Records drawn from a dataset
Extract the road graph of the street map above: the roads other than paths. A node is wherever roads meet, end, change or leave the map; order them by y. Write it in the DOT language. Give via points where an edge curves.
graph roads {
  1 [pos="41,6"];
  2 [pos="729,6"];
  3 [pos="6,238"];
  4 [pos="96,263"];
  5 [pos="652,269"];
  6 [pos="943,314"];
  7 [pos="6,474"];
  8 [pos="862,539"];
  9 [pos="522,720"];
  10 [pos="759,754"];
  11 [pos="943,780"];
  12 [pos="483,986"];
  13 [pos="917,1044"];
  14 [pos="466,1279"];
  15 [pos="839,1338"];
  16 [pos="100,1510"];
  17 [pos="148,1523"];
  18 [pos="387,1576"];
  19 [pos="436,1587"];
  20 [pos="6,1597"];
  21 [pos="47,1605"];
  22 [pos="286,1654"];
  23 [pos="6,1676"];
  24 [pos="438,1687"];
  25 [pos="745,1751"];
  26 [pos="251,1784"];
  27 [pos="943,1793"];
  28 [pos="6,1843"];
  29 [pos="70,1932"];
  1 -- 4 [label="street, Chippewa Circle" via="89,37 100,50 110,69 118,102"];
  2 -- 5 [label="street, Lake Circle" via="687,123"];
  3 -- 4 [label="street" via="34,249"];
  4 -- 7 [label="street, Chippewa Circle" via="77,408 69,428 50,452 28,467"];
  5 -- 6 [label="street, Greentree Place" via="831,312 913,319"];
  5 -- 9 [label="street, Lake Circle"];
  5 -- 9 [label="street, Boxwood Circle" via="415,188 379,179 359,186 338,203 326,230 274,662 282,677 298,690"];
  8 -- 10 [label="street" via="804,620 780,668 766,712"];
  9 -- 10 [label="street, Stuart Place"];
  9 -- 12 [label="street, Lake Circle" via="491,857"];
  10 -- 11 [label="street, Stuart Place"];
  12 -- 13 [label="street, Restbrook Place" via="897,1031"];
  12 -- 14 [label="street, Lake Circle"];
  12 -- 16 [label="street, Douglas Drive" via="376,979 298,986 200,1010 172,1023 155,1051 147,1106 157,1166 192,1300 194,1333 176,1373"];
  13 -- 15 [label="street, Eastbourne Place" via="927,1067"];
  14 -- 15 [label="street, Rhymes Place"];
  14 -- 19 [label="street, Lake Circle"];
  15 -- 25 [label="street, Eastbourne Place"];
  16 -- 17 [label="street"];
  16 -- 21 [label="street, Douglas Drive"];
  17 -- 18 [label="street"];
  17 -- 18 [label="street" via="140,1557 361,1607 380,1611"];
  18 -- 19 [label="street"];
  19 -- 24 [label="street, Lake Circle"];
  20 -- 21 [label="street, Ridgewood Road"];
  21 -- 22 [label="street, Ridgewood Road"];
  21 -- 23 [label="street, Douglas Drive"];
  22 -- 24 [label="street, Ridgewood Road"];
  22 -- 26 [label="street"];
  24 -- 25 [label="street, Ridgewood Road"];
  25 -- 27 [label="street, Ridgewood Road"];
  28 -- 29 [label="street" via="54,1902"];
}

▶ _Task_:
Output every entry exactly.

▶ _Task response_:
Extract the road graph of the street map above: the roads other than paths. A node is wherever roads meet, end, change or leave the map; order them by y. Write it in the DOT language. Give via points where an edge curves.
graph roads {
  1 [pos="41,6"];
  2 [pos="729,6"];
  3 [pos="6,238"];
  4 [pos="96,263"];
  5 [pos="652,269"];
  6 [pos="943,314"];
  7 [pos="6,474"];
  8 [pos="862,539"];
  9 [pos="522,720"];
  10 [pos="759,754"];
  11 [pos="943,780"];
  12 [pos="483,986"];
  13 [pos="917,1044"];
  14 [pos="466,1279"];
  15 [pos="839,1338"];
  16 [pos="100,1510"];
  17 [pos="148,1523"];
  18 [pos="387,1576"];
  19 [pos="436,1587"];
  20 [pos="6,1597"];
  21 [pos="47,1605"];
  22 [pos="286,1654"];
  23 [pos="6,1676"];
  24 [pos="438,1687"];
  25 [pos="745,1751"];
  26 [pos="251,1784"];
  27 [pos="943,1793"];
  28 [pos="6,1843"];
  29 [pos="70,1932"];
  1 -- 4 [label="street, Chippewa Circle" via="89,37 100,50 110,69 118,102"];
  2 -- 5 [label="street, Lake Circle" via="687,123"];
  3 -- 4 [label="street" via="34,249"];
  4 -- 7 [label="street, Chippewa Circle" via="77,408 69,428 50,452 28,467"];
  5 -- 6 [label="street, Greentree Place" via="831,312 913,319"];
  5 -- 9 [label="street, Lake Circle"];
  5 -- 9 [label="street, Boxwood Circle" via="415,188 379,179 359,186 338,203 326,230 274,662 282,677 298,690"];
  8 -- 10 [label="street" via="804,620 780,668 766,712"];
  9 -- 10 [label="street, Stuart Place"];
  9 -- 12 [label="street, Lake Circle" via="491,857"];
  10 -- 11 [label="street, Stuart Place"];
  12 -- 13 [label="street, Restbrook Place" via="897,1031"];
  12 -- 14 [label="street, Lake Circle"];
  12 -- 16 [label="street, Douglas Drive" via="376,979 298,986 200,1010 172,1023 155,1051 147,1106 157,1166 192,1300 194,1333 176,1373"];
  13 -- 15 [label="street, Eastbourne Place" via="927,1067"];
  14 -- 15 [label="street, Rhymes Place"];
  14 -- 19 [label="street, Lake Circle"];
  15 -- 25 [label="street, Eastbourne Place"];
  16 -- 17 [label="street"];
  16 -- 21 [label="street, Douglas Drive"];
  17 -- 18 [label="street"];
  17 -- 18 [label="street" via="140,1557 361,1607 380,1611"];
  18 -- 19 [label="street"];
  19 -- 24 [label="street, Lake Circle"];
  20 -- 21 [label="street, Ridgewood Road"];
  21 -- 22 [label="street, Ridgewood Road"];
  21 -- 23 [label="street, Douglas Drive"];
  22 -- 24 [label="street, Ridgewood Road"];
  22 -- 26 [label="street"];
  24 -- 25 [label="street, Ridgewood Road"];
  25 -- 27 [label="street, Ridgewood Road"];
  28 -- 29 [label="street" via="54,1902"];
}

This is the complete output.